WHAT IS REQUIRED:
Gather all lines in the entries that include the word "Governor".

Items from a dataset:

--- START ---

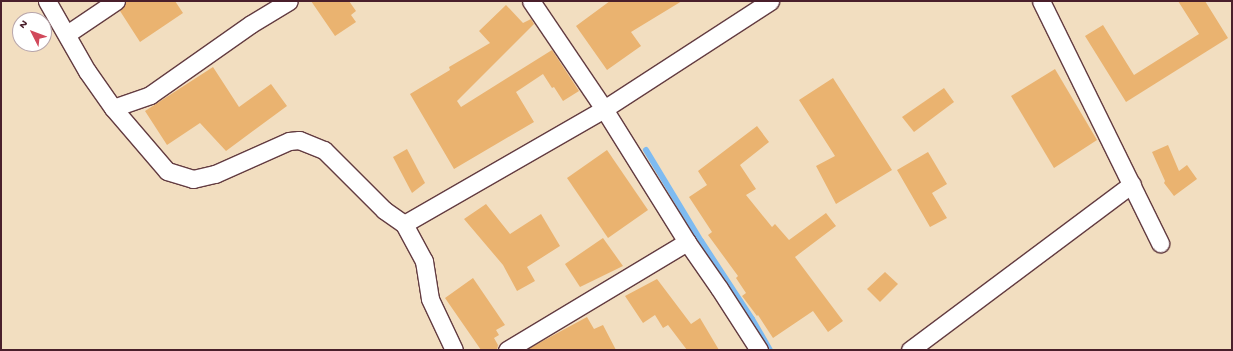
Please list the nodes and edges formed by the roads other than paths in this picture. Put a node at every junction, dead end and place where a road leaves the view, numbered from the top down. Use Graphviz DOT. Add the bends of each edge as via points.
graph roads {
  1 [pos="47,1"];
  2 [pos="116,1"];
  3 [pos="289,1"];
  4 [pos="531,1"];
  5 [pos="770,1"];
  6 [pos="1041,1"];
  7 [pos="67,34"];
  8 [pos="113,108"];
  9 [pos="604,109"];
  10 [pos="1132,184"];
  11 [pos="404,224"];
  12 [pos="687,242"];
  13 [pos="1160,243"];
  14 [pos="454,350"];
  15 [pos="507,350"];
  16 [pos="759,350"];
  17 [pos="910,350"];
  1 -- 7 [label="street"];
  2 -- 7 [label="street"];
  3 -- 8 [label="street" via="251,24 150,95"];
  4 -- 9 [label="street"];
  5 -- 9 [label="street"];
  6 -- 10 [label="street"];
  7 -- 8 [label="street" via="86,71"];
  8 -- 11 [label="street" via="167,171 193,179 215,174 289,141 299,140 310,144 324,150 384,210"];
  9 -- 11 [label="street"];
  9 -- 12 [label="street"];
  10 -- 13 [label="street"];
  10 -- 17 [label="street"];
  11 -- 14 [label="street" via="424,261 430,299"];
  12 -- 15 [label="street"];
  12 -- 16 [label="street"];
}
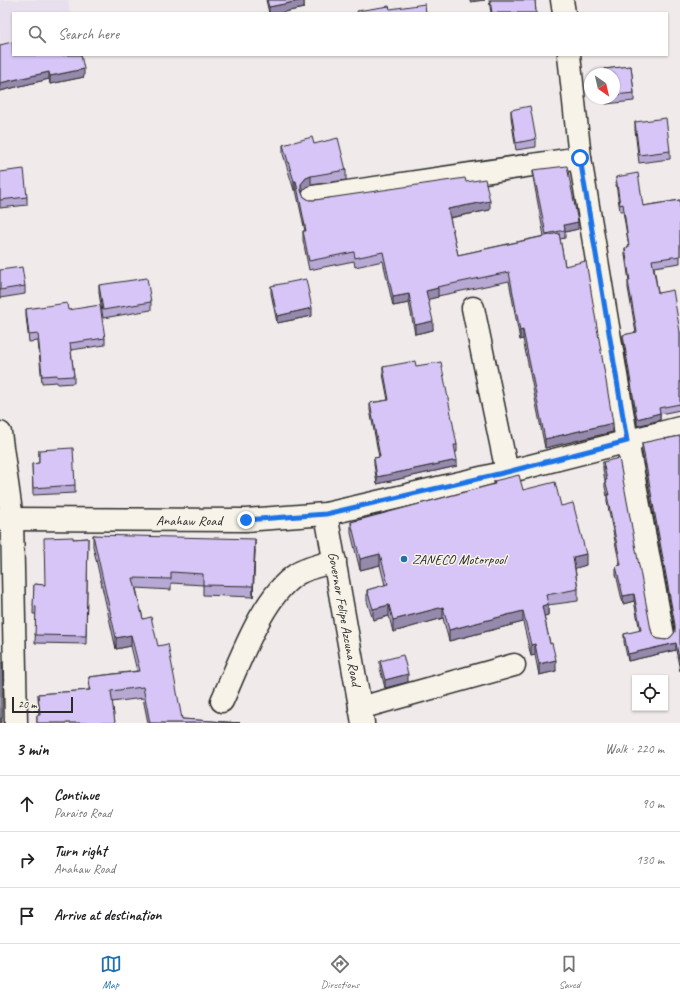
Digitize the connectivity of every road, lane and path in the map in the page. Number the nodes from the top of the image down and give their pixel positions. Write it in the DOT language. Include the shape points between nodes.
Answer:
graph roads {
  1 [pos="562,0"];
  2 [pos="564,12"];
  3 [pos="569,56"];
  4 [pos="580,158"];
  5 [pos="314,197"];
  6 [pos="473,308"];
  7 [pos="680,428"];
  8 [pos="0,433"];
  9 [pos="627,441"];
  10 [pos="507,472"];
  11 [pos="326,514"];
  12 [pos="6,519"];
  13 [pos="335,561"];
  14 [pos="663,635"];
  15 [pos="514,665"];
  16 [pos="222,701"];
  17 [pos="362,716"];
  18 [pos="16,723"];
  1 -- 2 [label="street"];
  3 -- 4 [label="street"];
  4 -- 5 [label="street"];
  4 -- 9 [label="street"];
  6 -- 10 [label="street"];
  7 -- 9 [label="street, Anahaw Road"];
  8 -- 12 [label="street"];
  9 -- 10 [label="street, Anahaw Road"];
  9 -- 14 [label="street"];
  10 -- 11 [label="street, Anahaw Road"];
  11 -- 12 [label="street, Anahaw Road" via="246,520"];
  11 -- 13 [label="street, Governor Felipe Azcuna Road"];
  12 -- 18 [label="street"];
  13 -- 16 [label="street" via="298,573 286,582 272,599 258,620"];
  13 -- 17 [label="street, Governor Felipe Azcuna Road"];
  15 -- 17 [label="street"];
}
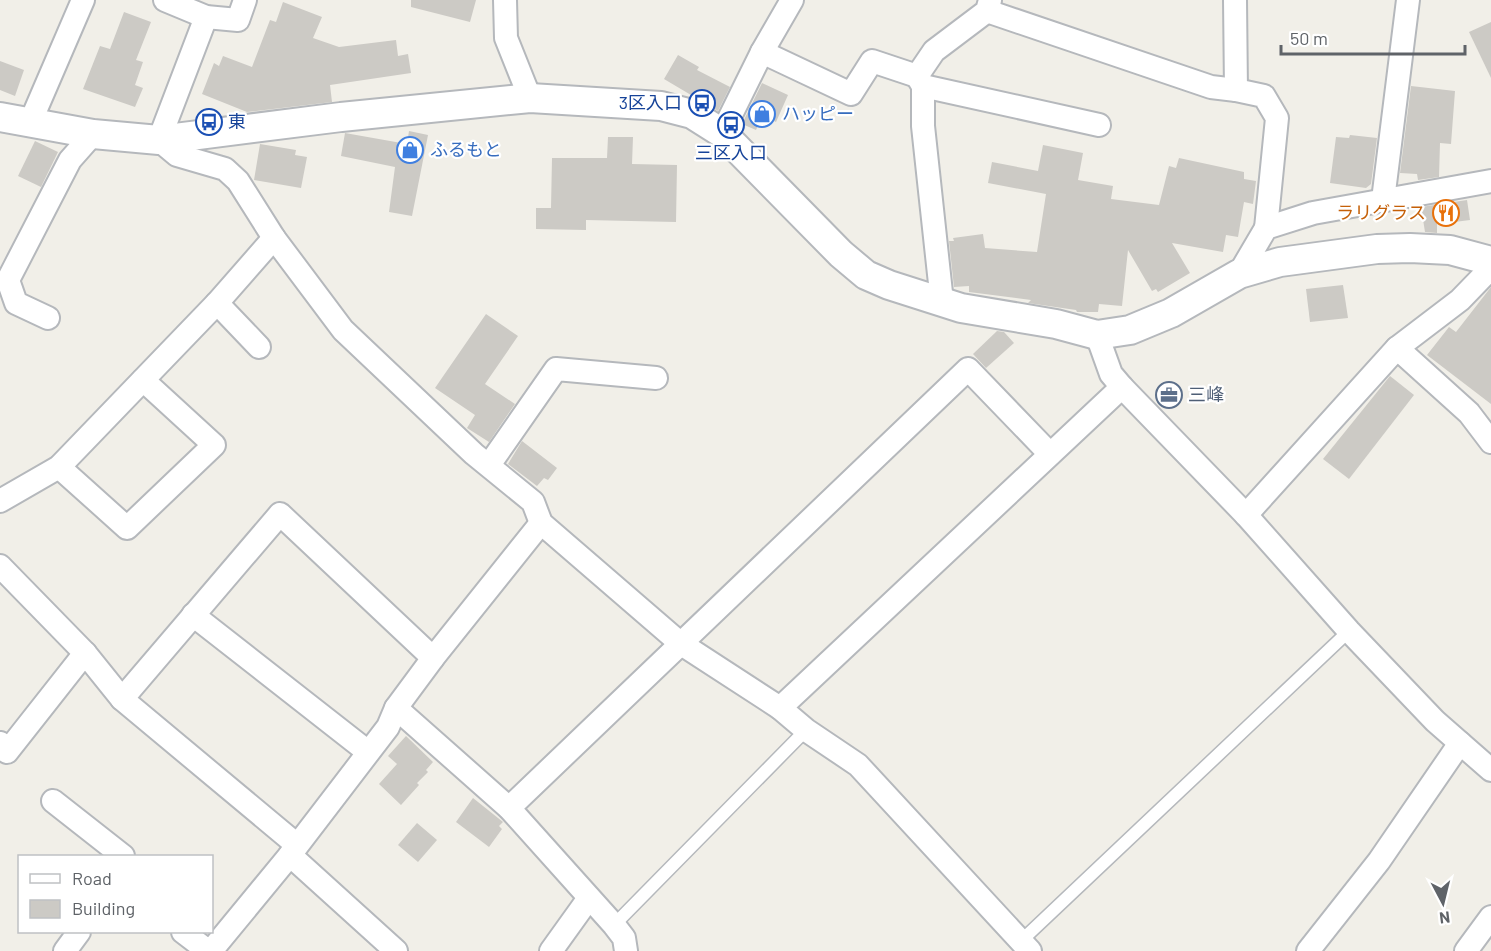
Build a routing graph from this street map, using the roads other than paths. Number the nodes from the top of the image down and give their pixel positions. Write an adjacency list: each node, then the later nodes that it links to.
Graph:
1 (83, 0): 14 (street)
2 (165, 0): 9 (street)
3 (245, 0): 9 (street)
4 (505, 0): 13 (street)
5 (792, 0): 10 (street)
6 (1235, 0): 12 (street)
7 (1408, 0): 20 (street)
8 (989, 6): 11 (street); 12 (street)
9 (206, 17): 18 (street)
10 (762, 52): 11 (street); 16 (street)
11 (920, 81): 15 (street); 26 (street)
12 (1236, 90): 21 (street)
13 (530, 98): 16 (street); 18 (street)
14 (10, 124): 17 (street)
15 (1099, 125)
16 (722, 133): 26 (street)
17 (93, 134): 18 (street); 28 (street)
18 (159, 140): 22 (street)
19 (1491, 181): 20 (street)
20 (1383, 200): 21 (street)
21 (1266, 228): 25 (street)
22 (274, 238): 27 (street); 37 (street)
23 (1491, 261): 25 (street)
24 (1491, 268): 31 (street)
25 (1239, 274): 29 (street)
26 (942, 302): 29 (street)
27 (217, 303): 30 (street); 33 (street)
28 (48, 318)
29 (1097, 335): 34 (street)
30 (259, 347)
31 (1397, 348): 35 (street); 40 (street)
32 (656, 378): 37 (street)
33 (143, 380): 38 (street); 38 (street)
34 (1122, 387): 36 (street); 40 (street)
35 (1491, 442)
36 (1050, 454): 45 (street); 50 (street)
37 (489, 465): 41 (street)
38 (59, 467): 39 (street)
39 (0, 501)
40 (1246, 515): 44 (street)
41 (541, 524): 45 (street); 47 (street)
42 (0, 566): 46 (street)
43 (193, 615): 47 (street); 48 (street); 54 (street)
44 (1349, 631): 53 (street); 65 (lane)
45 (680, 643): 50 (street); 57 (street)
46 (85, 653): 48 (street); 52 (street)
47 (432, 658): 49 (street)
48 (122, 699): 58 (street)
49 (396, 708): 54 (street); 57 (street)
50 (780, 708): 51 (street)
51 (806, 730): 62 (lane); 65 (street)
52 (0, 743)
53 (1460, 743): 55 (street); 71 (street)
54 (368, 752): 58 (street)
55 (1491, 770)
56 (53, 801): 59 (street)
57 (509, 808): 60 (street)
58 (293, 850): 67 (street); 68 (street)
59 (122, 855)
60 (589, 898): 62 (street); 69 (street)
61 (1491, 917): 72 (street)
62 (614, 926): 70 (street)
63 (78, 933): 66 (street)
64 (184, 933): 67 (street)
65 (1026, 946)
66 (65, 951)
67 (209, 951)
68 (396, 951)
69 (551, 951)
70 (626, 951)
71 (1308, 951)
72 (1466, 951)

--- END ---

EXERCISE OUTPUT:
  11 -- 13 [label="street, Governor Felipe Azcuna Road"];
  13 -- 17 [label="street, Governor Felipe Azcuna Road"];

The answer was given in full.